Stored items:

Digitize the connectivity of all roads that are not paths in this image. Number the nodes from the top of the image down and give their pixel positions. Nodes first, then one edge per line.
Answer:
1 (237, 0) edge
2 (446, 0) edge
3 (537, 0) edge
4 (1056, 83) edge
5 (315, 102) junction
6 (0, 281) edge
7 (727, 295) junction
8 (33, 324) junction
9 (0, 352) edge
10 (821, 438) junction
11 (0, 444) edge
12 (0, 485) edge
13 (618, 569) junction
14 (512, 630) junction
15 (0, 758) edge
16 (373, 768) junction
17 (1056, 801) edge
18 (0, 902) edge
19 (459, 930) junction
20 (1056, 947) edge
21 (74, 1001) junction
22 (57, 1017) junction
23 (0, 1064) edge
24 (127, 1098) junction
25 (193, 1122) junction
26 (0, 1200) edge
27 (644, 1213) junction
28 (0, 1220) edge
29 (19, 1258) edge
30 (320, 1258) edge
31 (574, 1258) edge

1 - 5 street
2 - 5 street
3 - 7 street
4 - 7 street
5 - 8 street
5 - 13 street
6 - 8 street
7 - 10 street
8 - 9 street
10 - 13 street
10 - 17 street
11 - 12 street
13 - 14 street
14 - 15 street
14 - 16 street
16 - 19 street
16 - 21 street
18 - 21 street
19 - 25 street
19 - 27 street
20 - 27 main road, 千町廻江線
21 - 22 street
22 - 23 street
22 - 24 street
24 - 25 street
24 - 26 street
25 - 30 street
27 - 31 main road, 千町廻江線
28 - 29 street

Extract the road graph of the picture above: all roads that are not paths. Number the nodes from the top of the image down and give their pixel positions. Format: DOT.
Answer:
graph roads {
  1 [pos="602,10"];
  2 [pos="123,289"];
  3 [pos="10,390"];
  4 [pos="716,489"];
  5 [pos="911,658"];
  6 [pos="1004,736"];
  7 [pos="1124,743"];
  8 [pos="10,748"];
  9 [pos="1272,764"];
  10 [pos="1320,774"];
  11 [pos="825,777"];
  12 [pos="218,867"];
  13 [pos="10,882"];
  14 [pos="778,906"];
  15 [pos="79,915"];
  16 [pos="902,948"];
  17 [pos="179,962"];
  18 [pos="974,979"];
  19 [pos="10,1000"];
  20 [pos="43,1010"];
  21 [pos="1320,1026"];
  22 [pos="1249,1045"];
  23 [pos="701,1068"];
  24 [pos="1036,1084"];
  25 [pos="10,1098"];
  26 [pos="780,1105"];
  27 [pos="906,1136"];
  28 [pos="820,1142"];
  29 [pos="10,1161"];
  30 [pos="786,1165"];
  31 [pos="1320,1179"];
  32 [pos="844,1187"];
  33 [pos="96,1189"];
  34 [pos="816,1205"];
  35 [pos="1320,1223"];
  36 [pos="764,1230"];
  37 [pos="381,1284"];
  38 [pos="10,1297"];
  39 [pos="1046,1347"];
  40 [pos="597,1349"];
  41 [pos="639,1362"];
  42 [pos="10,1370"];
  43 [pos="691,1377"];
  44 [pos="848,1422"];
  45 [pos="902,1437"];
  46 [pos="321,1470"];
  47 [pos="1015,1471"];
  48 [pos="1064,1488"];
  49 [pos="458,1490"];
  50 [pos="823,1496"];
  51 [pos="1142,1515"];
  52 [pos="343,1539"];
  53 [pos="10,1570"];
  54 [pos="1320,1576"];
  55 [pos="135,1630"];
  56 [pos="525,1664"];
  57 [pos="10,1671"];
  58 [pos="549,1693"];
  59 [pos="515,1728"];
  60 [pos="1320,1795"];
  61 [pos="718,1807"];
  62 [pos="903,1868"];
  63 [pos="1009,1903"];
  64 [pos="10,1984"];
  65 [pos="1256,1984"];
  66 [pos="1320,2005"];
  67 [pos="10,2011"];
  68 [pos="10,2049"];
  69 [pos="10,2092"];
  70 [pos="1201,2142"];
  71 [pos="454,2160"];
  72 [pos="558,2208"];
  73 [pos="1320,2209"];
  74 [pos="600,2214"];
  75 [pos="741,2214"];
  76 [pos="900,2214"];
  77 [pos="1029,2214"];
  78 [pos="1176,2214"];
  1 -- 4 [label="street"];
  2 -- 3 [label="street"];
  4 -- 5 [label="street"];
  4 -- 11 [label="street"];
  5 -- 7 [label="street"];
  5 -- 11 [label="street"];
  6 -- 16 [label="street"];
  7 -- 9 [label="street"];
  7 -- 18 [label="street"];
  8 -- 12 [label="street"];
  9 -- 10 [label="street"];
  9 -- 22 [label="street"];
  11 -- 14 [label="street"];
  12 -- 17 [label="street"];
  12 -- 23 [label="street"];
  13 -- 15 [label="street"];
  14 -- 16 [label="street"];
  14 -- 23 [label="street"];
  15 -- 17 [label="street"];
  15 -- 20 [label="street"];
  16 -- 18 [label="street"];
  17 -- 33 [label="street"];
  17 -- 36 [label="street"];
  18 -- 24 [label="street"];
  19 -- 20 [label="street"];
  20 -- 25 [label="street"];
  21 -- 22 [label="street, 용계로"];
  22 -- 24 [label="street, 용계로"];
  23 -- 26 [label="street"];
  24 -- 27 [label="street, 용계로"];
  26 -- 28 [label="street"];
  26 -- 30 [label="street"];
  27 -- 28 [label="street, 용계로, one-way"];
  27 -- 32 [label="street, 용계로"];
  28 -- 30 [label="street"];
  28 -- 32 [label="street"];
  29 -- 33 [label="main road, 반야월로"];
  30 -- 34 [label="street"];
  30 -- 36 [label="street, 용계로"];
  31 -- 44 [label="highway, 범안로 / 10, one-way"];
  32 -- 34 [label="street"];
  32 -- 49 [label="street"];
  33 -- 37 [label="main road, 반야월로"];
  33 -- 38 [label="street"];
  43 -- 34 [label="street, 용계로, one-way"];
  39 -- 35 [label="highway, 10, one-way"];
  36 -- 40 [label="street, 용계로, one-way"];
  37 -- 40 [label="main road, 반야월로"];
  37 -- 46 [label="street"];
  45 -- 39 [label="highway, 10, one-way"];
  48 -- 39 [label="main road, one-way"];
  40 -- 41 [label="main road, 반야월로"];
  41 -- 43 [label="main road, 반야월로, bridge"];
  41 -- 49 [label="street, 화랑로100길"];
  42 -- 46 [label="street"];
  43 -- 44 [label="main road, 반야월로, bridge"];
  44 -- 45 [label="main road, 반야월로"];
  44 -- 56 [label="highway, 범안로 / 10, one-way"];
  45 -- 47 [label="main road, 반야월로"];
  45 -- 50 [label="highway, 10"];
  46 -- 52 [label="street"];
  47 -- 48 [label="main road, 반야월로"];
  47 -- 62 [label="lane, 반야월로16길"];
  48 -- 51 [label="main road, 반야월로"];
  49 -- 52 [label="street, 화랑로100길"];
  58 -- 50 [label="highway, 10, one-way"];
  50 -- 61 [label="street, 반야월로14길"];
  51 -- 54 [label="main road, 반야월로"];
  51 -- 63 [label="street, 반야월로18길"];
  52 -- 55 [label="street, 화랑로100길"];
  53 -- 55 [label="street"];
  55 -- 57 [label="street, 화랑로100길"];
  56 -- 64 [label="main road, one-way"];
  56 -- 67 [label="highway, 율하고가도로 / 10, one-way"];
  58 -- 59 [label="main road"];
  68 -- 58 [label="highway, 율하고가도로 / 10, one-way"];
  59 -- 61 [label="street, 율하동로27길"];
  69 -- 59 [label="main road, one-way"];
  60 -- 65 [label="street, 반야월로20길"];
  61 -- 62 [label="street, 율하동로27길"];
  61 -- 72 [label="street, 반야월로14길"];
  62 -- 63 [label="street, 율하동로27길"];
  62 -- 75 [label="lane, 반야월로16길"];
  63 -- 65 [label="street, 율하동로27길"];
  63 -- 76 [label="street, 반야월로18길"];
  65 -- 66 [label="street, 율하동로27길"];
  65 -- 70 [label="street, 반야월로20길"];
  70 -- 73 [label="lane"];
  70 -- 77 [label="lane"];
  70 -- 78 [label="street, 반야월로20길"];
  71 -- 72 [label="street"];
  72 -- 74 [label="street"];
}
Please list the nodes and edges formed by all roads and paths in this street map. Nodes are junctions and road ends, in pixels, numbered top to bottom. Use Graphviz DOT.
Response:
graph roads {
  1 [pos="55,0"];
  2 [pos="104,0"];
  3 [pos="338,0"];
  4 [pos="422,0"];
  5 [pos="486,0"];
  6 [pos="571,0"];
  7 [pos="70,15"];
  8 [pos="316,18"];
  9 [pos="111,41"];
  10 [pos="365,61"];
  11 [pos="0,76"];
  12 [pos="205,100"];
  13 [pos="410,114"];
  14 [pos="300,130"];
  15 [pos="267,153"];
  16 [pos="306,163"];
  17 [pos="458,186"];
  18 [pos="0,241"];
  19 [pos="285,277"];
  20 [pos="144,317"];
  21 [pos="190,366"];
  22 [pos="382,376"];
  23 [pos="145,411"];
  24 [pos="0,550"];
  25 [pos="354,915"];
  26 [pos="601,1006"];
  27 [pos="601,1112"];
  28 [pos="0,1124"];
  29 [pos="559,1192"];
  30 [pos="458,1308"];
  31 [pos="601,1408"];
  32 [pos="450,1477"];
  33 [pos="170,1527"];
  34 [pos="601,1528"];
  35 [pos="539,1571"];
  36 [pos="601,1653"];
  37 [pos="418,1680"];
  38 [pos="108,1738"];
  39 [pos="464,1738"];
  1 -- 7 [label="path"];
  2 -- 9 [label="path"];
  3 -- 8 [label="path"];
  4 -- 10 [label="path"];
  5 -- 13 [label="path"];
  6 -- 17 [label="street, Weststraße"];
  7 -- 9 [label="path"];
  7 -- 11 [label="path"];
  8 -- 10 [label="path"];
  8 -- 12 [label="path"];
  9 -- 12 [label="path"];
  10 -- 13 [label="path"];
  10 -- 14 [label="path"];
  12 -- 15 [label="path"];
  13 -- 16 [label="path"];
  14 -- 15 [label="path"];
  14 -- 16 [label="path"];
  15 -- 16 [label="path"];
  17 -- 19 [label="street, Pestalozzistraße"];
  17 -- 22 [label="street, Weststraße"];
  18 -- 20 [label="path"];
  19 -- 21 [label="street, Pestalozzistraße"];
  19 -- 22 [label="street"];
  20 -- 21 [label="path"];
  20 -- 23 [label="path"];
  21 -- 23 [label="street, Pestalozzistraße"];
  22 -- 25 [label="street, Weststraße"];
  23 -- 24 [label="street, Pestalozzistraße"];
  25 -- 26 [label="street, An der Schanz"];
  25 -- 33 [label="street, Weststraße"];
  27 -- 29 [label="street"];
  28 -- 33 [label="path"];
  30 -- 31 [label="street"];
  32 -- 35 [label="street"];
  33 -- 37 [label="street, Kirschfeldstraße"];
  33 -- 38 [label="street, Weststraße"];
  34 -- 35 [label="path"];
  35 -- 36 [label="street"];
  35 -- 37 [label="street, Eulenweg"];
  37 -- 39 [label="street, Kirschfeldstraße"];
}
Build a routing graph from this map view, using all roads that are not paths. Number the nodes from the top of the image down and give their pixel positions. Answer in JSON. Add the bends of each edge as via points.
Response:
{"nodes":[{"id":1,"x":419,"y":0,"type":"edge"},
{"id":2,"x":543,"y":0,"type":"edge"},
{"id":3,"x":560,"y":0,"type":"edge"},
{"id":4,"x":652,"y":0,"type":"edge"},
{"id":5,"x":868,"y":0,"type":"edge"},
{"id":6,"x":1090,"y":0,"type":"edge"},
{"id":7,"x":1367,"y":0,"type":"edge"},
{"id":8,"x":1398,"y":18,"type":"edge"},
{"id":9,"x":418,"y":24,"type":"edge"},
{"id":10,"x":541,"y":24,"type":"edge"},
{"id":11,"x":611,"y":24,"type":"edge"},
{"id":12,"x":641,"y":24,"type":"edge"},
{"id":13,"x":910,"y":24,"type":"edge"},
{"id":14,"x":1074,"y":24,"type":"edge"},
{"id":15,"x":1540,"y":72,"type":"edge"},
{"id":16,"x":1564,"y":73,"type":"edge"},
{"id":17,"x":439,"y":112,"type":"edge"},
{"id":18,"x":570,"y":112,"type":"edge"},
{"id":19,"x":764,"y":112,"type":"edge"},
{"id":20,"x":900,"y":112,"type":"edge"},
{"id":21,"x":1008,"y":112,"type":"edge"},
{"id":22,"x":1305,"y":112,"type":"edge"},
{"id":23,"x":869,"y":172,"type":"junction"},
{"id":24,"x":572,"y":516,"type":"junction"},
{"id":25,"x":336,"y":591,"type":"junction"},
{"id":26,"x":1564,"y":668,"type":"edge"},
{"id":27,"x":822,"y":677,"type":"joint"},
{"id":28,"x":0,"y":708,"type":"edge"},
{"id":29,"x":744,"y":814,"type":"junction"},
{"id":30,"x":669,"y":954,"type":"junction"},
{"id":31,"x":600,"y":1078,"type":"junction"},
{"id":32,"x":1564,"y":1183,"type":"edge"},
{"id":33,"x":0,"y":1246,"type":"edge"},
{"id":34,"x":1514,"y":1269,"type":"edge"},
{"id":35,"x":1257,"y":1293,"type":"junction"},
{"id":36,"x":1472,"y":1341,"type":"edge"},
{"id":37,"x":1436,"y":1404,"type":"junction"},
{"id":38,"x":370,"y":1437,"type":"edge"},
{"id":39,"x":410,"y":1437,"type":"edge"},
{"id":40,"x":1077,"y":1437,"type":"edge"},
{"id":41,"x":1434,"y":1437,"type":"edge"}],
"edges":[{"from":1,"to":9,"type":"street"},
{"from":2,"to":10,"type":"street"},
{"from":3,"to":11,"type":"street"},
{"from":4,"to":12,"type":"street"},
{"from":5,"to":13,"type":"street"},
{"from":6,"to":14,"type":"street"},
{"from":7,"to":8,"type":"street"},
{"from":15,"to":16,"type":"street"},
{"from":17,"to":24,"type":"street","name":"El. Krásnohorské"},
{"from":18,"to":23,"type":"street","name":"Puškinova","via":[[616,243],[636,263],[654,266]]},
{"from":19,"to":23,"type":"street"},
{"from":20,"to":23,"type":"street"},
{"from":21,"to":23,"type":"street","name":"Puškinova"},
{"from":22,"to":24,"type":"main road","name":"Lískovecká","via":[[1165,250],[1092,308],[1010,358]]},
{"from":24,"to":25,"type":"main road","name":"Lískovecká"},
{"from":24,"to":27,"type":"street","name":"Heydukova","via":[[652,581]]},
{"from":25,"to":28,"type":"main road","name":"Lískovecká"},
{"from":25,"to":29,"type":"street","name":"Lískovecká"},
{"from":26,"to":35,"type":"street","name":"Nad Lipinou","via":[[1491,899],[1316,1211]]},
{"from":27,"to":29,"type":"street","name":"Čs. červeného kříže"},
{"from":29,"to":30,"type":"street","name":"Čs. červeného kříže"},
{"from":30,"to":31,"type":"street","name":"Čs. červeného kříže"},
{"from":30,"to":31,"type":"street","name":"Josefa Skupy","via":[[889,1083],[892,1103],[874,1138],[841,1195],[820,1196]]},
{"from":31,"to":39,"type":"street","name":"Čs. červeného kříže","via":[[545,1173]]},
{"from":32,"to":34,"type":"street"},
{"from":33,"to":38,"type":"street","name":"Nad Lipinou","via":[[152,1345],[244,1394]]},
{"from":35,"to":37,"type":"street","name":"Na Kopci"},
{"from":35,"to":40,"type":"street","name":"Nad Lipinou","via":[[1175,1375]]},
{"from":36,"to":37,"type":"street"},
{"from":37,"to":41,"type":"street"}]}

- **What you will do**
Filter the records, keeping only lines that contain "Weststraße", and show those lines.

- **Result of this exercise**
  6 -- 17 [label="street, Weststraße"];
  17 -- 22 [label="street, Weststraße"];
  22 -- 25 [label="street, Weststraße"];
  25 -- 33 [label="street, Weststraße"];
  33 -- 38 [label="street, Weststraße"];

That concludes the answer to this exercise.